Few dry Aussie Rieslings typify this revolution in quality more than Tom and Sam Barry’s Clos Clare Winery in Watervale. Adjoining the famous Pewsey Vale “Florita” vineyard, these 45 year old dry grown vines were harvested on the 17th of February in 2015, chilled for 24 hours, and then whole bunch pressed before fermentation. Having recently tasted a vertical back to 2000, I can honestly say that dry Aussie Riesling doesn’t get any better. 


Tasting Note: This young Riesling has the pristine clarity of a crisp Spring morning. Pale straw and lime yellow. The nose is ultra cool and pure with subtle notes of lime cordial, crunchy white peaches, fresh lemon grass, limestone minerality and dusty mandarine citrus. So pure and seductive. The palate is every bit as vibrant, laden with lime peel, lemon Bon Bon boiled sweets, wet chalk, green apple peel and subtle mixed dried Thyme herbs and lime pastille length. Crystalline and mineral, this fresh zippy Riesling sucks you into its tractor beam and does not release you until the bottle is finished. A classic, fresh, bone dry Clare Valley version that shows dry Aussie Riesling at its very best.
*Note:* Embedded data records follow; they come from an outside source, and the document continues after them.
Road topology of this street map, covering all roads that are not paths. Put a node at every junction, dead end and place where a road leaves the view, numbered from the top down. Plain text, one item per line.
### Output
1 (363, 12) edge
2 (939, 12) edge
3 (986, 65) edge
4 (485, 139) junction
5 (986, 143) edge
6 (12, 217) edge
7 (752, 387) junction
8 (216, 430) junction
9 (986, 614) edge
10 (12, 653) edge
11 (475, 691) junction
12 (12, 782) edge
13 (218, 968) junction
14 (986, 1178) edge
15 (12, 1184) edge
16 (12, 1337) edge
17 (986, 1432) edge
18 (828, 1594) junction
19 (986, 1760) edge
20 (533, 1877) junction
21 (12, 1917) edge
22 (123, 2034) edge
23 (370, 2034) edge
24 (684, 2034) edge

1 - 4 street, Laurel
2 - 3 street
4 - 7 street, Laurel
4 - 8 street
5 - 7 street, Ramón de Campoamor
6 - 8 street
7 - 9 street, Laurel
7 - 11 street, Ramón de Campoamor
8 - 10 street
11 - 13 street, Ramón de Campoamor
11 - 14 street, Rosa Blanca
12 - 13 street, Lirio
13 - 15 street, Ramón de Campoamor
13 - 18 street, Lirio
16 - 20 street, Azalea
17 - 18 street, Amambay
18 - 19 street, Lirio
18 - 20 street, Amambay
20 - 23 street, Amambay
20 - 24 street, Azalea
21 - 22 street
Keep or drink over 10 years. 

(Wine Safari Score: 94/100 Greg Sherwood MW)

Old dogs don’t need new tricks…

I can’t claim to drink massive amounts of Australian wine. Why would I when there is so much exciting, well priced South African kit on the market in the UK.
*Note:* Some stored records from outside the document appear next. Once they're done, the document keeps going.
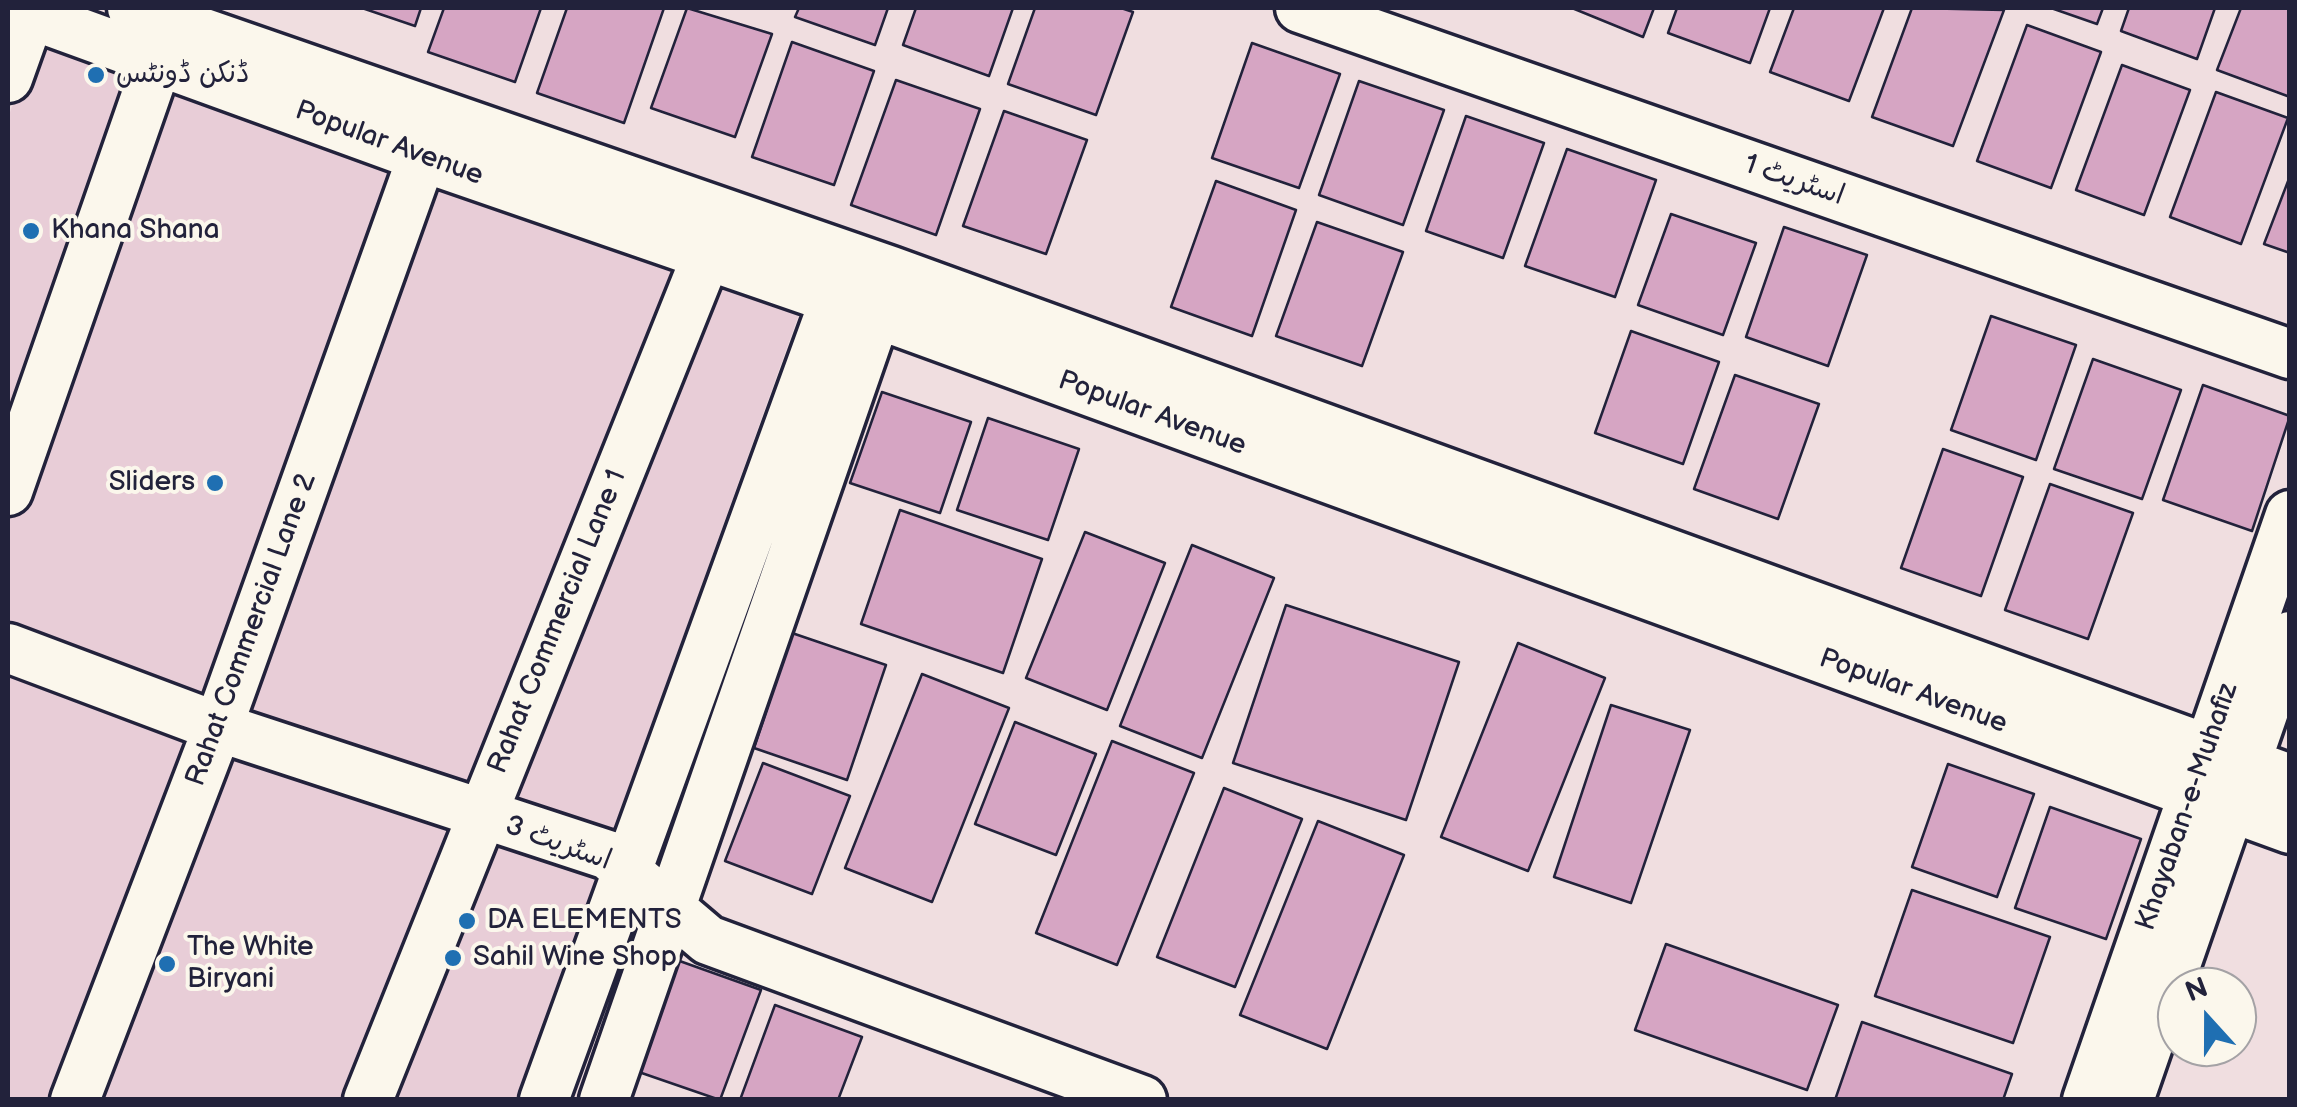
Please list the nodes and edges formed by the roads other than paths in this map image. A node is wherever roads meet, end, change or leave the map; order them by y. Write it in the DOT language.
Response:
graph roads {
  1 [pos="132,8"];
  2 [pos="1300,8"];
  3 [pos="25,10"];
  4 [pos="158,60"];
  5 [pos="8,78"];
  6 [pos="422,157"];
  7 [pos="706,257"];
  8 [pos="863,286"];
  9 [pos="2290,354"];
  10 [pos="8,491"];
  11 [pos="2290,515"];
  12 [pos="2290,636"];
  13 [pos="8,648"];
  14 [pos="218,726"];
  15 [pos="2226,755"];
  16 [pos="2290,778"];
  17 [pos="2212,801"];
  18 [pos="480,816"];
  19 [pos="2290,829"];
  20 [pos="626,870"];
  21 [pos="671,913"];
  22 [pos="75,1100"];
  23 [pos="368,1100"];
  24 [pos="544,1100"];
  25 [pos="604,1100"];
  26 [pos="1142,1100"];
  27 [pos="2086,1100"];
  28 [pos="2129,1100"];
  1 -- 8 [label="street, Popular Avenue"];
  2 -- 9 [label="street, اسٹریٹ 1"];
  3 -- 4 [label="street, Popular Avenue"];
  3 -- 5 [label="street"];
  4 -- 6 [label="street, Popular Avenue"];
  4 -- 10 [label="street"];
  6 -- 7 [label="street, Popular Avenue"];
  6 -- 14 [label="street, Rahat Commercial Lane 2"];
  7 -- 8 [label="street, Popular Avenue"];
  7 -- 18 [label="street, Rahat Commercial Lane 1"];
  8 -- 15 [label="street, Popular Avenue"];
  8 -- 17 [label="street, Popular Avenue"];
  8 -- 20 [label="street"];
  8 -- 21 [label="street"];
  11 -- 15 [label="street, Khayaban-e-Muhafiz"];
  12 -- 15 [label="street, Khayaban-e-Muhafiz"];
  13 -- 14 [label="street, اسٹریٹ 3"];
  14 -- 18 [label="street, اسٹریٹ 3"];
  14 -- 22 [label="street, Rahat Commercial Lane 2"];
  15 -- 16 [label="street, Popular Avenue"];
  15 -- 17 [label="street, Khayaban-e-Muhafiz"];
  17 -- 19 [label="street, Popular Avenue"];
  17 -- 27 [label="street, Khayaban-e-Muhafiz"];
  17 -- 28 [label="street, Khayaban-e-Muhafiz"];
  18 -- 20 [label="street, اسٹریٹ 3"];
  18 -- 23 [label="street, Rahat Commercial Lane 1"];
  20 -- 21 [label="street, اسٹریٹ 3"];
  20 -- 24 [label="street"];
  21 -- 25 [label="street"];
  21 -- 26 [label="street, اسٹریٹ 3"];
}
But when I do drink an Aussie bottle, 9 out of 10 times it will be a cooler climate expression from Victoria, Adelaide Hills, or WA (Western Australia). Today was a Margaret River kind of day!

David Hohnen is an old dog of the Aussie wine trade and practically invented winemaking in Margaret River and half of New Zealand with the creation of the Cape Mentelle brand in Oz and Cloudy Bay in New Zealand. Today his focus is firmly on his McHenry Hohnen estate wines.


Never one for frivolous chatter or too much smiling, David is a lovely, deep, mysterious kind of character who makes tantalisingly fresh wines with a real purity and a sense of place. His top end estate wines ooze class and Margaret River typicity. 

David’s Tiger Country 2010 is a fantastic blend of Tempranillo, Petit Verdot and Graciano and shows beautiful aromas of black forest fruits, dark chocolate liqueurs and spicy berries. The palate is restrained and multi-layered with a real mineral presence of crushed gravel and graphite and finishes in a harmonic medley of black fruits, chalky tannins and fine balancing acidity.  (Wine Safari Score: 93+/100 Greg Sherwood MW)

I always love catching up with David in London as invariably the banter eventually drifts in multiple, exotic directions. Today was no different… working in New Zealand, the Isabel Estate, gun auctions, and hunting in the creeks of Margaret River. Classic!